[ASSIGNMENT] Could you find each line of the data below that contains the word "road" and copy those lines?
+++ DATASET
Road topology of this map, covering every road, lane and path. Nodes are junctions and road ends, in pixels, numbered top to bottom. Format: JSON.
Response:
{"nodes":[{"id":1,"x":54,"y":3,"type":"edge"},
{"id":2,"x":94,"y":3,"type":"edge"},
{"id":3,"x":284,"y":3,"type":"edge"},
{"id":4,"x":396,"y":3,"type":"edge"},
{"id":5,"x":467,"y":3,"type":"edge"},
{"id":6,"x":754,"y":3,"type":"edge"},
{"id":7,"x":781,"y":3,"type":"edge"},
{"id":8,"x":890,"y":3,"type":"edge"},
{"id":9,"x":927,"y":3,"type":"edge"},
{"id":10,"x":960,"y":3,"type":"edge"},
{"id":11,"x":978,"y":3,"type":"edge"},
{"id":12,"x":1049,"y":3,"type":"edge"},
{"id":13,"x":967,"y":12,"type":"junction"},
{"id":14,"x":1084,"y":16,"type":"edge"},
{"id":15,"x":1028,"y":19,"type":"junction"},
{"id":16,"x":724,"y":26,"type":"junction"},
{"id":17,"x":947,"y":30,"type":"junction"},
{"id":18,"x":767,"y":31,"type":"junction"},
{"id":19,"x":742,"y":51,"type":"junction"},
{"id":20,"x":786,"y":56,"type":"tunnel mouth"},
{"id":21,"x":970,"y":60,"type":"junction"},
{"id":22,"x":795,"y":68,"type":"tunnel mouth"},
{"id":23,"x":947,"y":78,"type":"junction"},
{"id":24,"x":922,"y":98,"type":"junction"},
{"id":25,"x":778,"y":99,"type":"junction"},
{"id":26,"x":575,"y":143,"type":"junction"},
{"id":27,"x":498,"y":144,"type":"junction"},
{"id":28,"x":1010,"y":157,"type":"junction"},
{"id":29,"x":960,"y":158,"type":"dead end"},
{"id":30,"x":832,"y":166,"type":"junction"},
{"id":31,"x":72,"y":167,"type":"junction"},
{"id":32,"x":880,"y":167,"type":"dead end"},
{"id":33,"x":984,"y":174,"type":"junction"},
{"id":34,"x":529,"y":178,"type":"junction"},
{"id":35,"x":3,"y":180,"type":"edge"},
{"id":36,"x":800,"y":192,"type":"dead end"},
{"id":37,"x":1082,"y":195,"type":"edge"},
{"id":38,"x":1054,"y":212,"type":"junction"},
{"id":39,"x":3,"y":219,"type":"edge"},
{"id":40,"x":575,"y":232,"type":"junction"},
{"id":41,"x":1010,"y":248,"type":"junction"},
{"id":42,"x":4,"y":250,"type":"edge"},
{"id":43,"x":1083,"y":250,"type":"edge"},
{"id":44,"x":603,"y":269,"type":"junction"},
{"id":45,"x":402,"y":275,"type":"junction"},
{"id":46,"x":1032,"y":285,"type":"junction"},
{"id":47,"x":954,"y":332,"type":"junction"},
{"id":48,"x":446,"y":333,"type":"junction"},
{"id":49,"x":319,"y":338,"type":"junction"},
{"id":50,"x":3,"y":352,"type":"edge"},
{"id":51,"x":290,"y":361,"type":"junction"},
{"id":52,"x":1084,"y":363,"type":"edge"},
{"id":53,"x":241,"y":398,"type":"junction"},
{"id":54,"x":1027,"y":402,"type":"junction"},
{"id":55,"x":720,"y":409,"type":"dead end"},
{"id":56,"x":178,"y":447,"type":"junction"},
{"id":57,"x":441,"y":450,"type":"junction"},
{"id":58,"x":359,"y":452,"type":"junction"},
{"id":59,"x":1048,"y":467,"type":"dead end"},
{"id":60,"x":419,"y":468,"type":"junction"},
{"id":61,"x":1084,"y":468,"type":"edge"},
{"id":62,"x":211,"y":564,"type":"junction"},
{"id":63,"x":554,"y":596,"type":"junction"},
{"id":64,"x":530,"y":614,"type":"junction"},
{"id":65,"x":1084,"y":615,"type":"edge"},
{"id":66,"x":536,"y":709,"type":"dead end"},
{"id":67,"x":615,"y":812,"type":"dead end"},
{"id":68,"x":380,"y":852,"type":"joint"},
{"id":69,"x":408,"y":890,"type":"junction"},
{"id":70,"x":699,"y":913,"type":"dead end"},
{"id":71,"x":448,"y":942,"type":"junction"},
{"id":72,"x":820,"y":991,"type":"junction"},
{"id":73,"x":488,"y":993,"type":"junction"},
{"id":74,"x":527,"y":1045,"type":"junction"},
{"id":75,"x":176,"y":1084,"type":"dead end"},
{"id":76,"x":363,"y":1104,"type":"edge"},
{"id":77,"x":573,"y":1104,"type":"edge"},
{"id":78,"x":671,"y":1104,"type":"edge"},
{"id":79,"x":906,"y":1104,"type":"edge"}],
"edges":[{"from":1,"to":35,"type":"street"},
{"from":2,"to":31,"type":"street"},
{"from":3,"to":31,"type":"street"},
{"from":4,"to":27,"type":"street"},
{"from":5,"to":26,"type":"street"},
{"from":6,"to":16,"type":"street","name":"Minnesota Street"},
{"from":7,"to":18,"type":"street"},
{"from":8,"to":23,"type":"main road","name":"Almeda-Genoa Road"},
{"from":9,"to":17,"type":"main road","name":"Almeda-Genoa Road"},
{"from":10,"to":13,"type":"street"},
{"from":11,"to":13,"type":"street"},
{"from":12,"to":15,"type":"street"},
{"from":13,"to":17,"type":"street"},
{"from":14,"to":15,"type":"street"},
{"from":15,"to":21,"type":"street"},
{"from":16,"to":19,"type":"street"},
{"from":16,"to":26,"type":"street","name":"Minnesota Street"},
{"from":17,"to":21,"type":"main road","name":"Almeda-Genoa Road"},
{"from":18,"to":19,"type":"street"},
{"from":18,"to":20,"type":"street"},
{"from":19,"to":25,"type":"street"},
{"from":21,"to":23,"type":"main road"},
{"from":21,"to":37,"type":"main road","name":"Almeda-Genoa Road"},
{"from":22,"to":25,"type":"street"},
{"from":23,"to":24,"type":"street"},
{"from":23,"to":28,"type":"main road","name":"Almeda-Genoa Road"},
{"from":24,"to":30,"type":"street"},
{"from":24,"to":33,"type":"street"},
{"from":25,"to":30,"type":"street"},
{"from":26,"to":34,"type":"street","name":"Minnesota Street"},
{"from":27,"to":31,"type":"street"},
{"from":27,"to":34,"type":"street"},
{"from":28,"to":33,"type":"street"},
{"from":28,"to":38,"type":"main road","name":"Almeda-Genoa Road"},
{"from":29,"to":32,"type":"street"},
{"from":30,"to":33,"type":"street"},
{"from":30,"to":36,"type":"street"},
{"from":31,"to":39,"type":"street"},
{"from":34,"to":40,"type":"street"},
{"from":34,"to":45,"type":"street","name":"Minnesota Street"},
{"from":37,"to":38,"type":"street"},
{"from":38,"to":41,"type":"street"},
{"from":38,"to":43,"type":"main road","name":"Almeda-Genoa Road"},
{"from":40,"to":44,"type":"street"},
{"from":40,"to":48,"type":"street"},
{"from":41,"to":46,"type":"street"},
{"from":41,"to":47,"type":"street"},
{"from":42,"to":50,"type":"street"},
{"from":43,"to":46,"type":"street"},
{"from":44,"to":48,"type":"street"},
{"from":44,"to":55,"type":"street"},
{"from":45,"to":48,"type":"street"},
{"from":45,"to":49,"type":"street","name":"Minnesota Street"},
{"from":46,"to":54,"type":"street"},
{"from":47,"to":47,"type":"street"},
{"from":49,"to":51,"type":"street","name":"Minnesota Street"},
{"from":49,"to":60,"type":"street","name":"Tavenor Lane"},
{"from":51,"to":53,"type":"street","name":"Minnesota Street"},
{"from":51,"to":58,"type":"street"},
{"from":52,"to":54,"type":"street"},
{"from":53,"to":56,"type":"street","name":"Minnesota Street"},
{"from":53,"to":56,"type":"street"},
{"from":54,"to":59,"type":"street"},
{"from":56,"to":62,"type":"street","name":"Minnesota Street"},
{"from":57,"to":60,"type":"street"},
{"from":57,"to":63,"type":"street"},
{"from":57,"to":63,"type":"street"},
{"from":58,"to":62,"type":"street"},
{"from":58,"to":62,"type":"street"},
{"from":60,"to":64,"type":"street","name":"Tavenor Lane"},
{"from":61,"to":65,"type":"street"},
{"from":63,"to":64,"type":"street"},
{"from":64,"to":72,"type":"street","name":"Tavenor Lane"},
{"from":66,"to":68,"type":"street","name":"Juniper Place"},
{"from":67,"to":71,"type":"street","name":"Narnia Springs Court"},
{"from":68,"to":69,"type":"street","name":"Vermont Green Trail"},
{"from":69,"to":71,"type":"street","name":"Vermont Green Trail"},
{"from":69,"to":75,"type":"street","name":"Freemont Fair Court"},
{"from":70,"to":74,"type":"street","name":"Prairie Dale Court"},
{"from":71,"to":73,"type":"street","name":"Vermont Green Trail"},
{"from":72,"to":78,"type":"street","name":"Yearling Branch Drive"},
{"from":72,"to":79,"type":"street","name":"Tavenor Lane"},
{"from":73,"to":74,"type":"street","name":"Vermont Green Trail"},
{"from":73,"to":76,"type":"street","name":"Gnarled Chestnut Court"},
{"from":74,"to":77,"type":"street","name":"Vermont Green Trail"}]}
++++++
[TASK SOLUTION]
Road topology of this map, covering every road, lane and path. Nodes are junctions and road ends, in pixels, numbered top to bottom. Format: JSON.
{"from":8,"to":23,"type":"main road","name":"Almeda-Genoa Road"},
{"from":9,"to":17,"type":"main road","name":"Almeda-Genoa Road"},
{"from":17,"to":21,"type":"main road","name":"Almeda-Genoa Road"},
{"from":21,"to":23,"type":"main road"},
{"from":21,"to":37,"type":"main road","name":"Almeda-Genoa Road"},
{"from":23,"to":28,"type":"main road","name":"Almeda-Genoa Road"},
{"from":28,"to":38,"type":"main road","name":"Almeda-Genoa Road"},
{"from":38,"to":43,"type":"main road","name":"Almeda-Genoa Road"},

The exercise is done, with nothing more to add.